* [Task directions]: Transcribe each of the records below exactly, excluding all pictures.

* [Dataset content]:
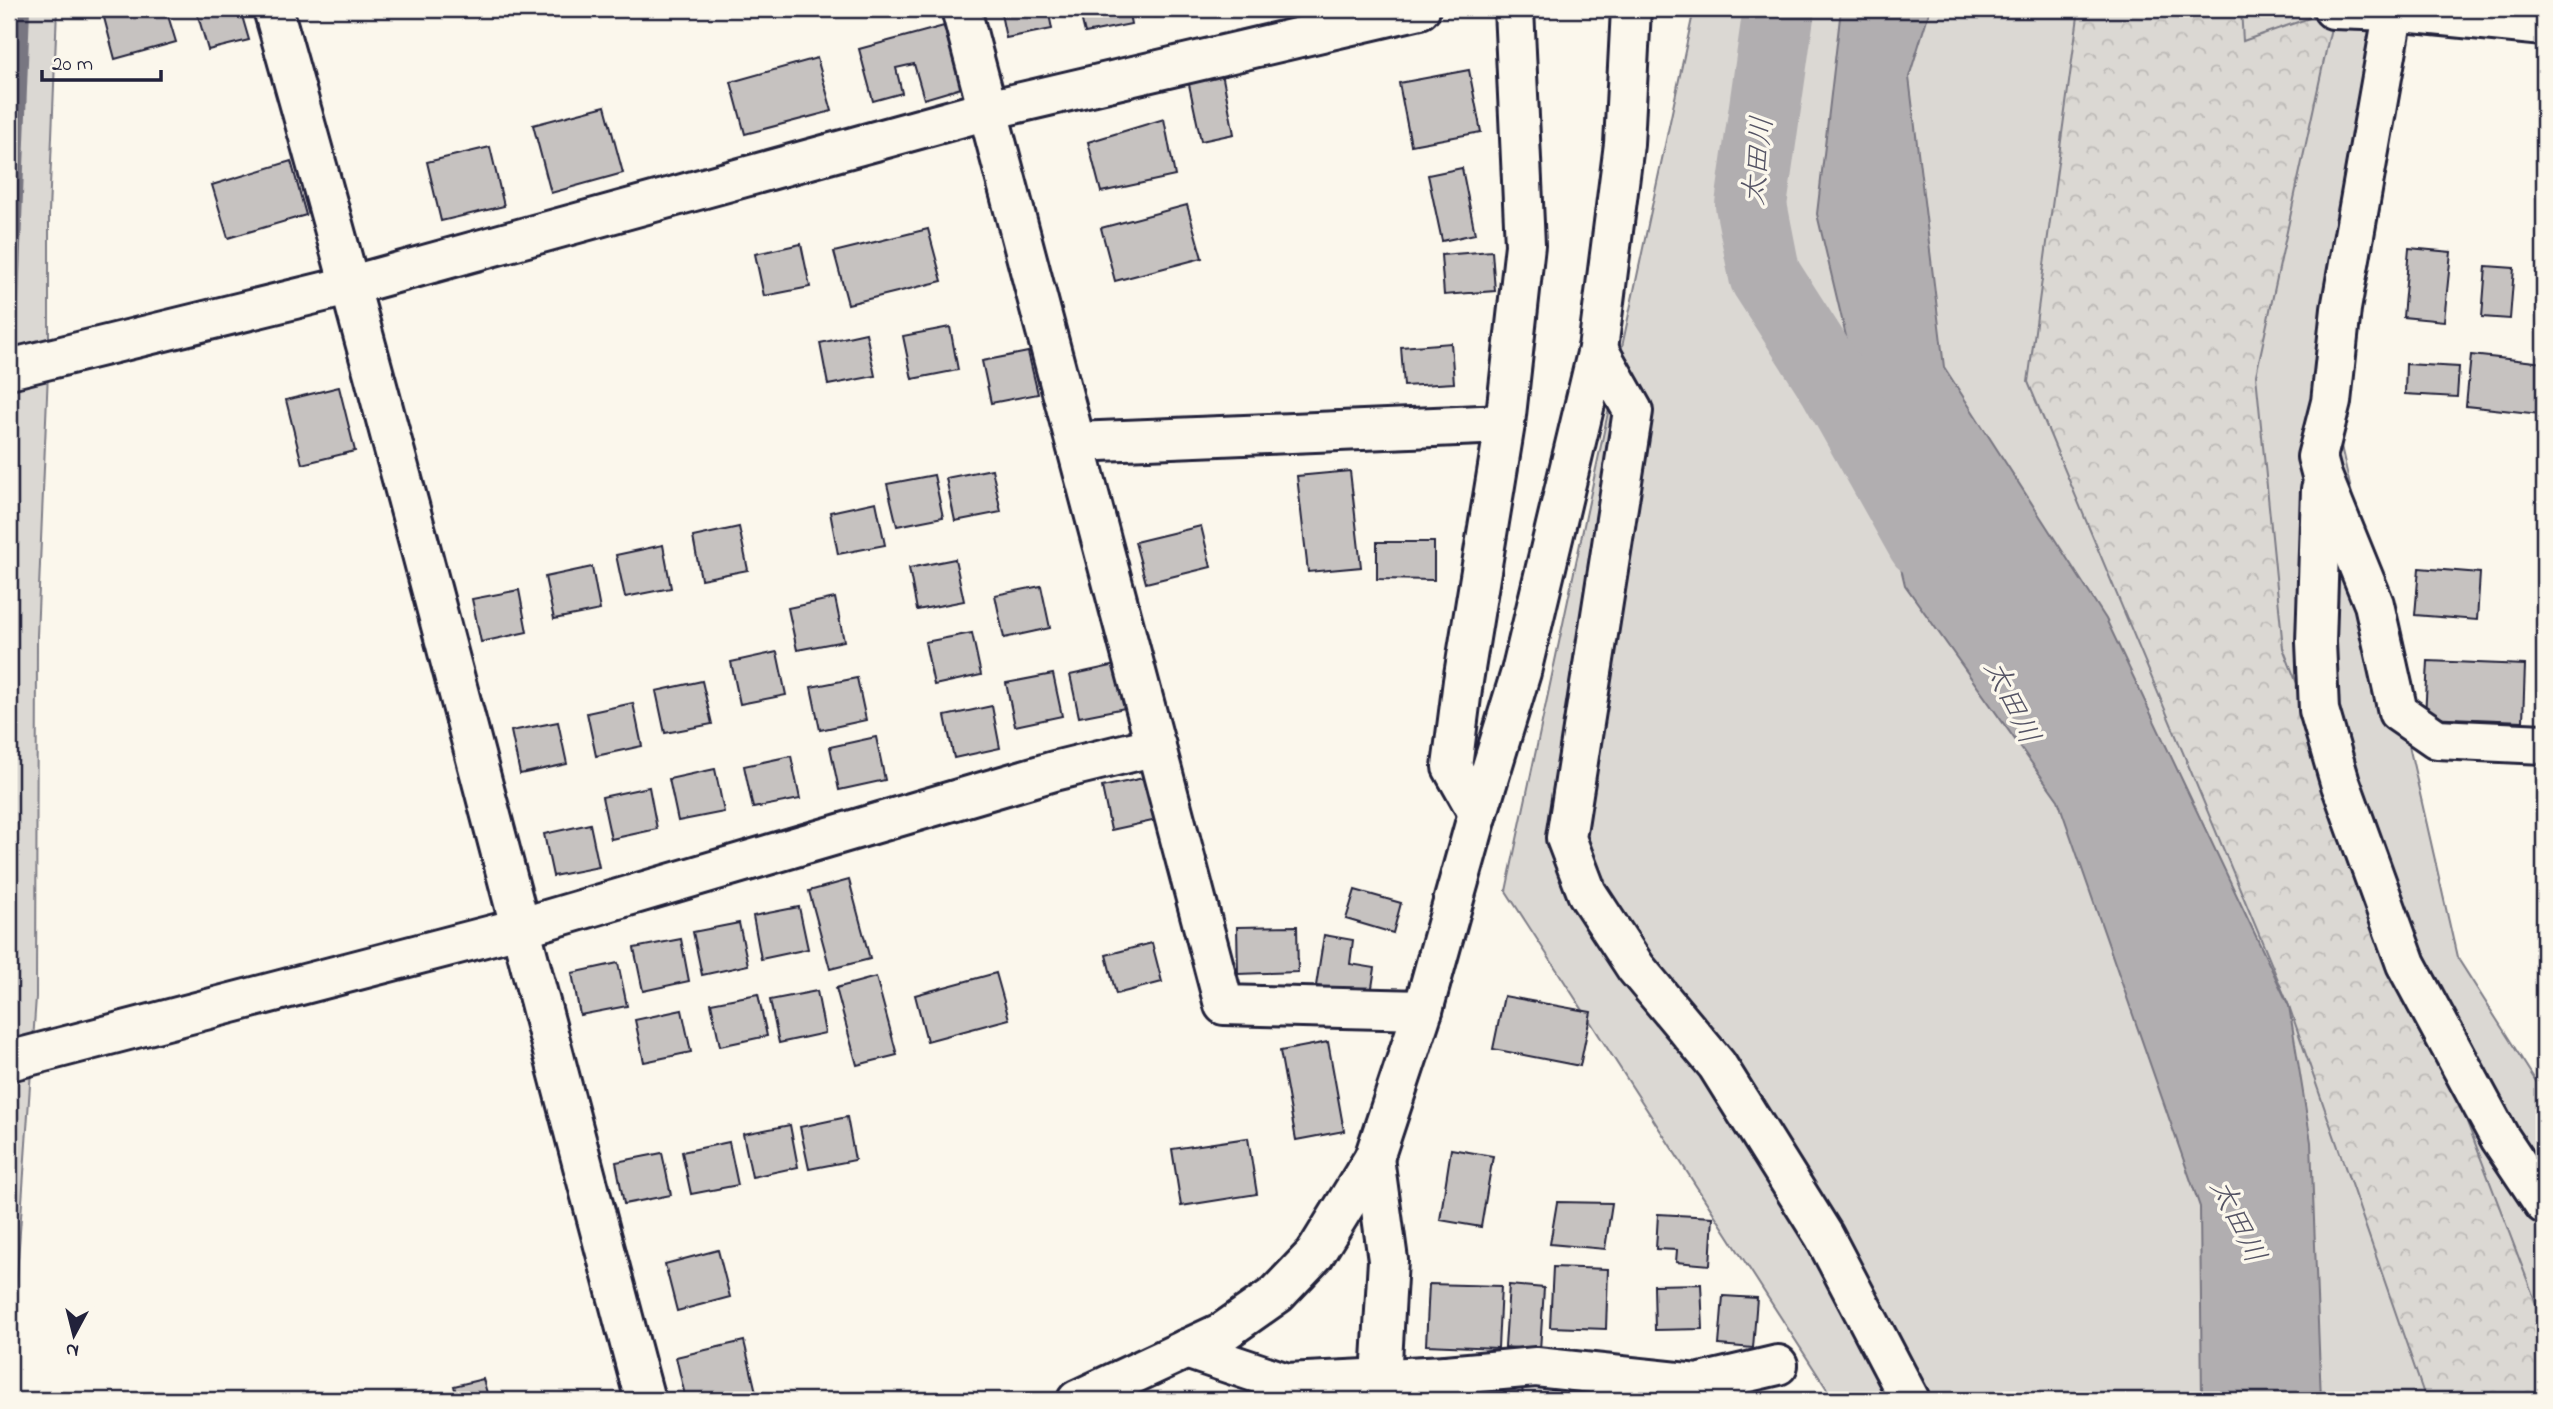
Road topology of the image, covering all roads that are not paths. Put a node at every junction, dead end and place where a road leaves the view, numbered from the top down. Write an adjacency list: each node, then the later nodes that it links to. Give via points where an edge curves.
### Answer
1 (274, 9): 10 (street)
2 (961, 9): 9 (street)
3 (1420, 9): 9 (street)
4 (1514, 9): 13 (street, via 1525,245)
5 (1631, 9): 11 (street, via 1624,144)
6 (2334, 9): 7 (street)
7 (2394, 10): 8 (street); 15 (street, via 2341,309 2330,402 2316,457)
8 (2544, 26)
9 (988, 110): 10 (street); 14 (street)
10 (352, 285): 12 (street); 19 (street)
11 (1598, 349): 18 (street, via 1521,672); 32 (street, via 1633,411 1566,838 1587,893 1636,968 1717,1065 1824,1236)
12 (9, 369)
13 (1505, 424): 14 (street); 18 (street, via 1452,767)
14 (1076, 442): 17 (street)
15 (2322, 477): 16 (street, via 2374,604 2398,712 2437,739); 23 (street, via 2316,642 2319,710 2340,782 2406,964 2500,1138)
16 (2544, 744)
17 (1156, 746): 19 (street, via 1054,771); 20 (street, via 1224,1005)
18 (1478, 813): 20 (street)
19 (519, 928): 21 (street); 30 (street)
20 (1423, 1010): 22 (street)
21 (9, 1061)
22 (1374, 1158): 24 (street, via 1315,1254 1277,1294 1223,1332); 26 (street, via 1388,1260)
23 (2544, 1204)
24 (1186, 1349): 27 (street); 31 (street)
25 (1778, 1365): 29 (street)
26 (1381, 1378): 27 (street); 28 (street)
27 (1247, 1385)
28 (1448, 1387): 29 (street, via 1536,1367)
29 (1700, 1392)
30 (645, 1400)
31 (1077, 1400)
32 (1910, 1400)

* [Finished task]:
Road topology of the image, covering all roads that are not paths. Put a node at every junction, dead end and place where a road leaves the view, numbered from the top down. Write an adjacency list: each node, then the later nodes that it links to. Give via points where an edge curves.
### Answer
1 (274, 9): 10 (street)
2 (961, 9): 9 (street)
3 (1420, 9): 9 (street)
4 (1514, 9): 13 (street, via 1525,245)
5 (1631, 9): 11 (street, via 1624,144)
6 (2334, 9): 7 (street)
7 (2394, 10): 8 (street); 15 (street, via 2341,309 2330,402 2316,457)
8 (2544, 26)
9 (988, 110): 10 (street); 14 (street)
10 (352, 285): 12 (street); 19 (street)
11 (1598, 349): 18 (street, via 1521,672); 32 (street, via 1633,411 1566,838 1587,893 1636,968 1717,1065 1824,1236)
12 (9, 369)
13 (1505, 424): 14 (street); 18 (street, via 1452,767)
14 (1076, 442): 17 (street)
15 (2322, 477): 16 (street, via 2374,604 2398,712 2437,739); 23 (street, via 2316,642 2319,710 2340,782 2406,964 2500,1138)
16 (2544, 744)
17 (1156, 746): 19 (street, via 1054,771); 20 (street, via 1224,1005)
18 (1478, 813): 20 (street)
19 (519, 928): 21 (street); 30 (street)
20 (1423, 1010): 22 (street)
21 (9, 1061)
22 (1374, 1158): 24 (street, via 1315,1254 1277,1294 1223,1332); 26 (street, via 1388,1260)
23 (2544, 1204)
24 (1186, 1349): 27 (street); 31 (street)
25 (1778, 1365): 29 (street)
26 (1381, 1378): 27 (street); 28 (street)
27 (1247, 1385)
28 (1448, 1387): 29 (street, via 1536,1367)
29 (1700, 1392)
30 (645, 1400)
31 (1077, 1400)
32 (1910, 1400)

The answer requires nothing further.